Waste Trade: Asia Pacific

Waste trade is the international trade of waste between countries for further treatment, disposal, or recycling. Often, toxic or hazardous wastes are exported by developed countries to developing countries, such as those in Asia Pacific. Since 1988, more than a quarter of a billion tonnes of plastic waste has been exported around the world. If the world is serious about tackling marine plastic pollution, the open trade of plastic waste from rich to weaker economies must end.

Plug the Leak - what's wrong with plastic waste exports?

A lot of consumer plastic waste sorted for recycling often gets shipped to other countries instead. There are many issues behind shipping plastic waste, this explainer focuses on 3 critical problems. It draws from the experience of 3 countries, namely, Malaysia, Indonesia, and Turkey in dealing with legacy plastic waste - the build-up of plastic waste over years, shipped in from other countries, and dumped on developing countries with poor waste management infrastructure.

Why is ending plastic waste trade important?

Source: Plastic Waste Transparency Project, Basel Action Network
World over, due to the unsustainable production and consumption of plastic coupled with limited waste management capacity, countries have been exporting their waste to other countries with lower labour and recovery costs. For years, China was the primary destination for most of the world’s plastic waste and the impacts on its ecosystems, waste workers and other communities were devastating. In January 2018, China’s National Sword policy effectively stopped imports of plastic waste to the country, and plastic waste exports from the US, Europe, Australia, Japan, and other industrialised economies were diverted to Southeast Asia.
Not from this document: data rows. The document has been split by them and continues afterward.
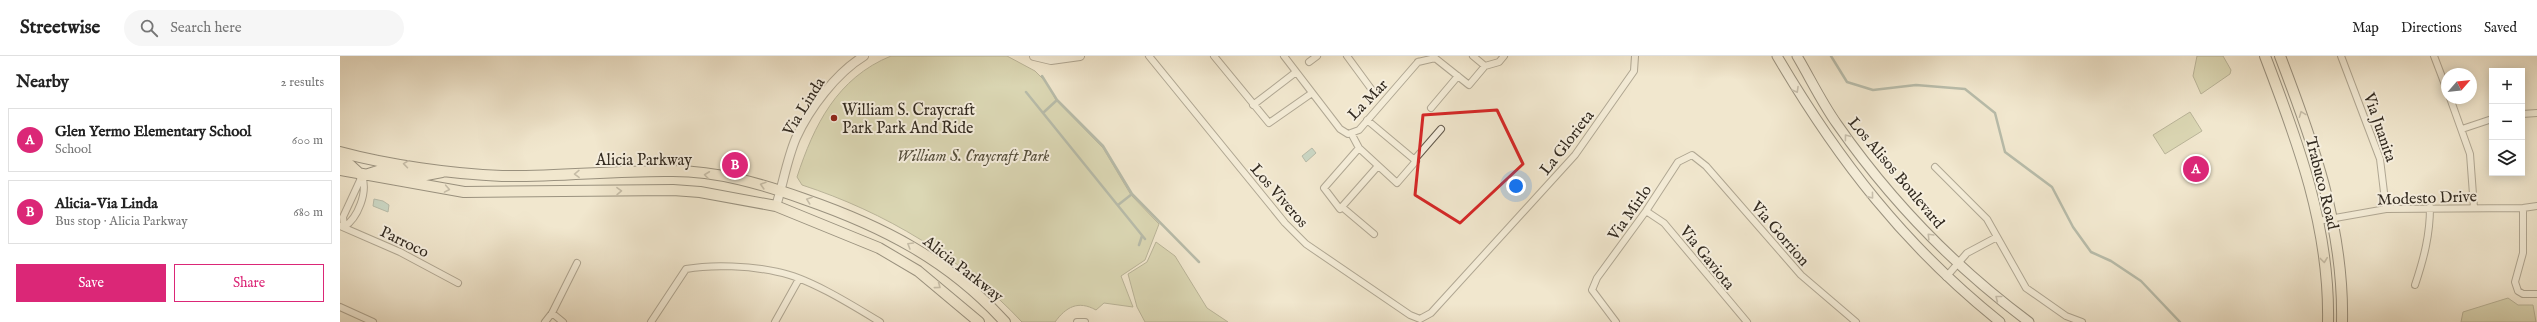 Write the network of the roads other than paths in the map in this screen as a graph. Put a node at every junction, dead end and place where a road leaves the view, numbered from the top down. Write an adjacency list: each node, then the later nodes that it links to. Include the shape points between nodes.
1 (864, 56): 46 (street, Via Linda, via 843,72 824,94 796,138)
2 (1034, 56): 3 (street, via 1051,60)
3 (1080, 56)
4 (1149, 56): 69 (street, Los Viveros, via 1284,223 1306,244 1410,315)
5 (1214, 56): 27 (street)
6 (1284, 56): 21 (street)
7 (1317, 56): 19 (street)
8 (1347, 56): 24 (street)
9 (1473, 56): 20 (street)
10 (1504, 56): 20 (street, via 1499,62)
11 (1777, 56): 62 (main road, Los Alisos Boulevard, one-way to 62, via 1821,129 1858,181 1891,220)
12 (1797, 56): 61 (main road, Los Alisos Boulevard, one-way to 12, via 1876,175 1837,123)
13 (2265, 56): 56 (main road, Trabuco Road, via 2304,161)
14 (2280, 56): 55 (main road, Trabuco Road, one-way to 14, via 2313,142)
15 (2341, 56): 53 (street, Via Juanita, via 2380,159)
16 (2434, 56): 22 (street)
17 (1636, 57): 69 (street, La Glorieta, via 1634,71 1575,154 1431,313)
18 (1416, 59): 23 (street, via 1435,58); 31 (street, La Mar)
19 (1309, 62)
20 (1485, 66): 23 (street, via 1469,85)
21 (1296, 72): 25 (street); 27 (street)
22 (2441, 74)
23 (1458, 76): 28 (street)
24 (1372, 90)
25 (1312, 93): 27 (street, via 1268,123); 35 (street, via 1340,129)
26 (2452, 104): 34 (street)
27 (1253, 105)
28 (1431, 108)
29 (2537, 113): 30 (street)
30 (2525, 114)
31 (1367, 120): 35 (street, La Mar, via 1359,130); 40 (street)
32 (2489, 120): 34 (street)
33 (1441, 129): 40 (street)
34 (2462, 129): 51 (street, via 2472,174)
35 (1349, 133): 36 (street)
36 (1359, 148): 41 (street); 49 (street, via 1324,188 1340,209)
37 (340, 152): 44 (main road, Alicia Parkway, one-way to 37, via 366,159)
38 (1692, 155): 54 (street, Via Mirlo, via 1678,162); 82 (street, Via Gorrion, via 1706,166 1801,275)
39 (340, 160): 45 (main road)
40 (1414, 160): 41 (street, via 1416,162 1397,183)
41 (1378, 166): 49 (street)
42 (1935, 166): 59 (street, via 1987,219)
43 (340, 170): 45 (main road, Alicia Parkway)
44 (450, 170): 45 (main road, via 421,176 384,169); 46 (main road, Alicia Parkway, one-way to 44, via 746,180 674,171 501,176)
45 (362, 176): 47 (main road, Alicia Parkway, one-way to 47, via 464,192 673,190 700,192); 57 (street, via 343,217); 57 (street, via 363,201 350,223)
46 (781, 191): 47 (street, Via Linda); 77 (main road, Alicia Parkway, one-way to 46, via 965,284 928,256 888,232 837,210)
47 (776, 206): 76 (main road, Alicia Parkway, one-way to 76, via 879,248 918,271)
48 (2537, 206): 52 (street, Modesto Drive)
49 (1342, 207): 58 (street)
50 (2430, 207): 51 (street, Modesto Drive); 53 (street, Modesto Drive); 65 (street, via 2430,231 2426,253)
51 (2474, 208): 52 (street, Modesto Drive)
52 (2523, 208): 66 (street, via 2523,253 2516,287 2523,294)
53 (2386, 209): 55 (street, Modesto Drive)
54 (1646, 211): 80 (street, Via Mirlo, via 1597,278 1592,290); 81 (street, Via Gaviota, via 1664,223)
55 (2332, 218): 56 (street, Modesto Drive); 87 (main road, Trabuco Road, via 2339,265)
56 (2318, 221): 86 (main road, Trabuco Road, one-way to 86)
57 (342, 227): 64 (street, Parroco, via 400,252)
58 (1374, 234)
59 (1997, 237): 61 (street, via 1967,254); 85 (street, via 2026,288 2066,316)
60 (577, 263): 68 (street)
61 (1958, 264): 62 (street); 84 (main road, Los Alisos Boulevard, one-way to 61)
62 (1946, 277): 83 (main road, Los Alisos Boulevard)
63 (799, 279): 73 (street, via 778,272 715,266 686,269); 74 (street); 75 (street)
64 (458, 283)
65 (2415, 285)
66 (2537, 294)
67 (340, 307): 70 (street)
68 (552, 313): 71 (street); 72 (street)
69 (1420, 319)
70 (373, 322)
71 (545, 322)
72 (563, 322)
73 (651, 322)
74 (775, 322)
75 (880, 322)
76 (979, 322)
77 (1005, 322)
78 (1077, 322): 79 (street)
79 (1085, 322)
80 (1616, 322)
81 (1747, 322)
82 (1856, 322)
83 (2000, 322)
84 (2029, 322)
85 (2082, 322)
86 (2328, 322)
87 (2342, 322)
Many importing countries are ill-equipped in terms of infrastructure to handle their domestic recycling, let alone that from other regions. Local plastic recyclers end up focusing on recycling easily available imported plastics, instead of developing domestic systems of waste collection and segregation.

As dumpsites expand and imported plastic waste is increasingly co-incinerated as fuel in cement kilns or other industrial boilers, as opposed to being recycled back into plastic, this severely affects the environmental health, social wellbeing and economic development of recipient countries.

What lies ahead?

In February 2022, at the UNEA 5.2 in Nairobi, Kenya, member states of the United Nations committed to a legally binding treaty to address the plastic problem across its lifecycle: from production to disposal. The next two years (till 2024) will be crucial in framing a global, legally binding agreement to solve the problem of plastic pollution; one of the key solutions is to include bans on plastic waste exports from rich to weaker economies.

Past Events

  • The Global Plastics En’Treaty: why waste trade to the Asia-Pacific needs to stop

    Where: Meetspace A, Artotel Thamrin, Jakarta (map link here)
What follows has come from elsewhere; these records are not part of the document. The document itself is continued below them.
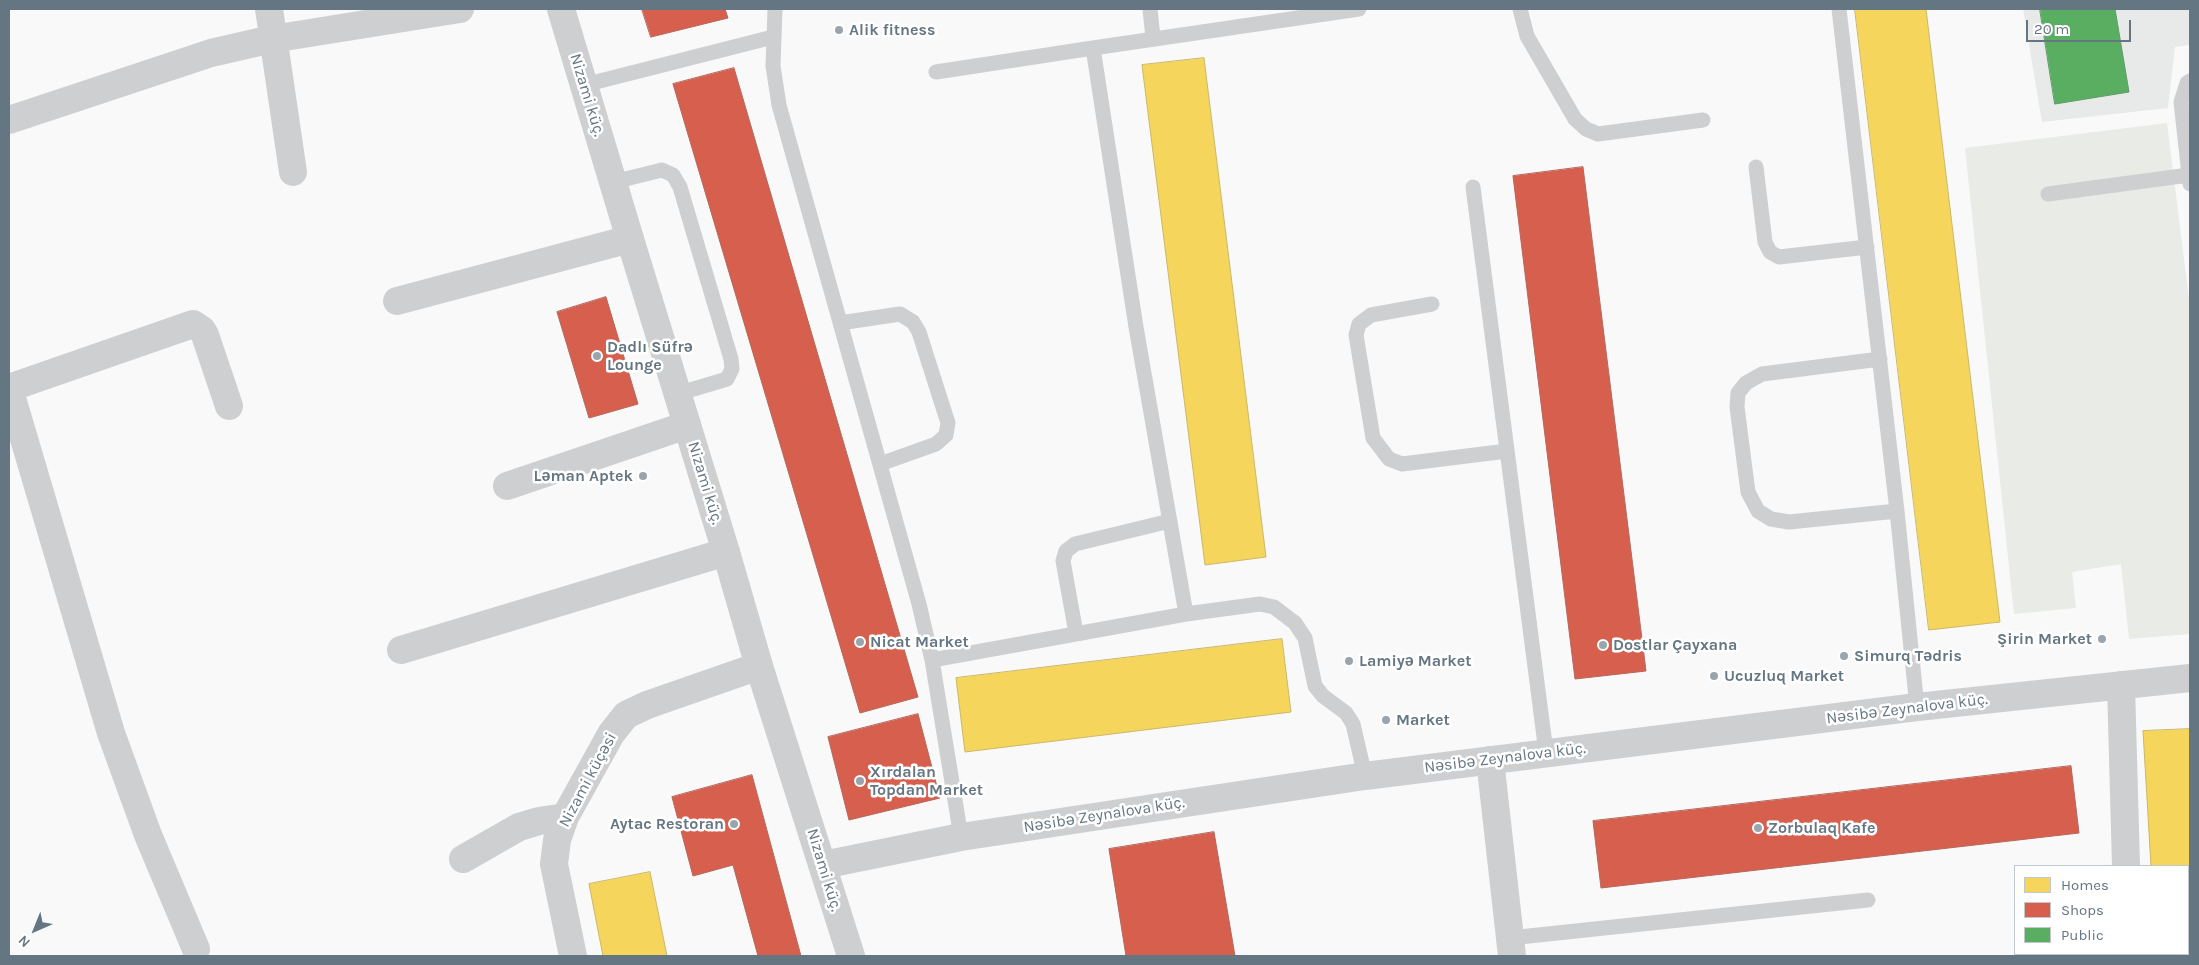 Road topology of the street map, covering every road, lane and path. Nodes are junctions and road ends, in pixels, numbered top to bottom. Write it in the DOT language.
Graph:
graph roads {
  1 [pos="269,9"];
  2 [pos="460,9"];
  3 [pos="561,9"];
  4 [pos="775,9"];
  5 [pos="1150,9"];
  6 [pos="1359,9"];
  7 [pos="1520,9"];
  8 [pos="1839,9"];
  9 [pos="773,38"];
  10 [pos="1153,38"];
  11 [pos="272,39"];
  12 [pos="1093,48"];
  13 [pos="936,72"];
  14 [pos="2190,81"];
  15 [pos="584,85"];
  16 [pos="9,120"];
  17 [pos="1703,120"];
  18 [pos="1756,167"];
  19 [pos="293,172"];
  20 [pos="2190,181"];
  21 [pos="613,182"];
  22 [pos="1474,187"];
  23 [pos="2048,194"];
  24 [pos="630,239"];
  25 [pos="1867,246"];
  26 [pos="397,301"];
  27 [pos="1432,304"];
  28 [pos="840,323"];
  29 [pos="1880,359"];
  30 [pos="9,388"];
  31 [pos="677,394"];
  32 [pos="229,406"];
  33 [pos="687,426"];
  34 [pos="1507,451"];
  35 [pos="880,464"];
  36 [pos="507,486"];
  37 [pos="1897,511"];
  38 [pos="1170,521"];
  39 [pos="726,552"];
  40 [pos="1186,614"];
  41 [pos="1076,633"];
  42 [pos="401,650"];
  43 [pos="932,660"];
  44 [pos="759,666"];
  45 [pos="2190,678"];
  46 [pos="2121,685"];
  47 [pos="1917,707"];
  48 [pos="1546,752"];
  49 [pos="1490,760"];
  50 [pos="1365,776"];
  51 [pos="565,817"];
  52 [pos="961,836"];
  53 [pos="463,859"];
  54 [pos="823,865"];
  55 [pos="2126,865"];
  56 [pos="1868,900"];
  57 [pos="1511,947"];
  58 [pos="196,949"];
  59 [pos="573,956"];
  60 [pos="851,956"];
  1 -- 11 [label="street"];
  2 -- 11 [label="street"];
  3 -- 15 [label="street, Nizami küç."];
  4 -- 9 [label="lane"];
  5 -- 10 [label="lane"];
  6 -- 10 [label="lane"];
  7 -- 17 [label="lane"];
  8 -- 25 [label="lane"];
  9 -- 15 [label="lane"];
  9 -- 28 [label="lane"];
  10 -- 12 [label="lane"];
  11 -- 16 [label="street"];
  11 -- 19 [label="street"];
  12 -- 13 [label="lane"];
  12 -- 38 [label="lane"];
  14 -- 20 [label="lane"];
  15 -- 21 [label="street, Nizami küç."];
  18 -- 25 [label="lane"];
  20 -- 23 [label="lane"];
  21 -- 24 [label="street, Nizami küç."];
  21 -- 31 [label="lane"];
  22 -- 34 [label="lane"];
  24 -- 26 [label="street"];
  24 -- 31 [label="street, Nizami küç."];
  25 -- 29 [label="lane"];
  27 -- 34 [label="lane"];
  28 -- 35 [label="lane"];
  28 -- 35 [label="lane"];
  29 -- 37 [label="lane"];
  29 -- 37 [label="lane"];
  30 -- 32 [label="street"];
  30 -- 58 [label="street"];
  31 -- 33 [label="street, Nizami küç."];
  33 -- 36 [label="street"];
  33 -- 39 [label="street, Nizami küç."];
  34 -- 48 [label="lane"];
  35 -- 43 [label="lane"];
  37 -- 47 [label="lane"];
  38 -- 40 [label="lane"];
  38 -- 41 [label="lane"];
  39 -- 42 [label="street"];
  39 -- 44 [label="street, Nizami küç."];
  40 -- 41 [label="lane"];
  40 -- 50 [label="lane"];
  41 -- 43 [label="lane"];
  43 -- 52 [label="lane"];
  44 -- 51 [label="street, Nizami küçəsi"];
  44 -- 54 [label="street, Nizami küç."];
  45 -- 46 [label="street, Nəsibə Zeynalova küç."];
  46 -- 47 [label="street, Nəsibə Zeynalova küç."];
  46 -- 55 [label="street"];
  47 -- 48 [label="street, Nəsibə Zeynalova küç."];
  48 -- 49 [label="street, Nəsibə Zeynalova küç."];
  49 -- 50 [label="street, Nəsibə Zeynalova küç."];
  49 -- 57 [label="street"];
  50 -- 52 [label="street, Nəsibə Zeynalova küç."];
  51 -- 53 [label="street"];
  51 -- 59 [label="street, Nizami küçəsi"];
  52 -- 54 [label="street, Nəsibə Zeynalova küç."];
  54 -- 60 [label="street, Nizami küç."];
  56 -- 57 [label="lane"];
}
    Date: 03 November, 2022

    Time: 14:00 – 15:00 Indonesia | 15:00 – 16:00 Malaysia & the Philippines
  • Panel discussion: How Plastic Waste Shipments Undermine Real Solutions to Ocean Plastic Pollution

    United Nations Ocean Conference: Side Event (Virtual)

    Date: 28th June 2022

    Time: 13:00-14:30 Lisbon | 14:00 – 15:30 Paris/Berlin | 15:00 – 16:30 Turkey | 17:30 – 19:00 India | 20:00 – 21:30 Philippines/Kuala Lumpur | 08:00 – 09:30 New York


Trashed – a briefing paper on plastic waste trade in Asia Pacific

In the wake of UNEA 5.2, as global leaders work towards an international legally binding agreement to end plastic pollution, the issue of plastic waste trade is largely ignored. This briefing paper tackles the elephant in the room, with a focus on issues in Asia Pacific, to make a case for issuing stringent controls to protect weaker economies from plastic waste trade from developing countries.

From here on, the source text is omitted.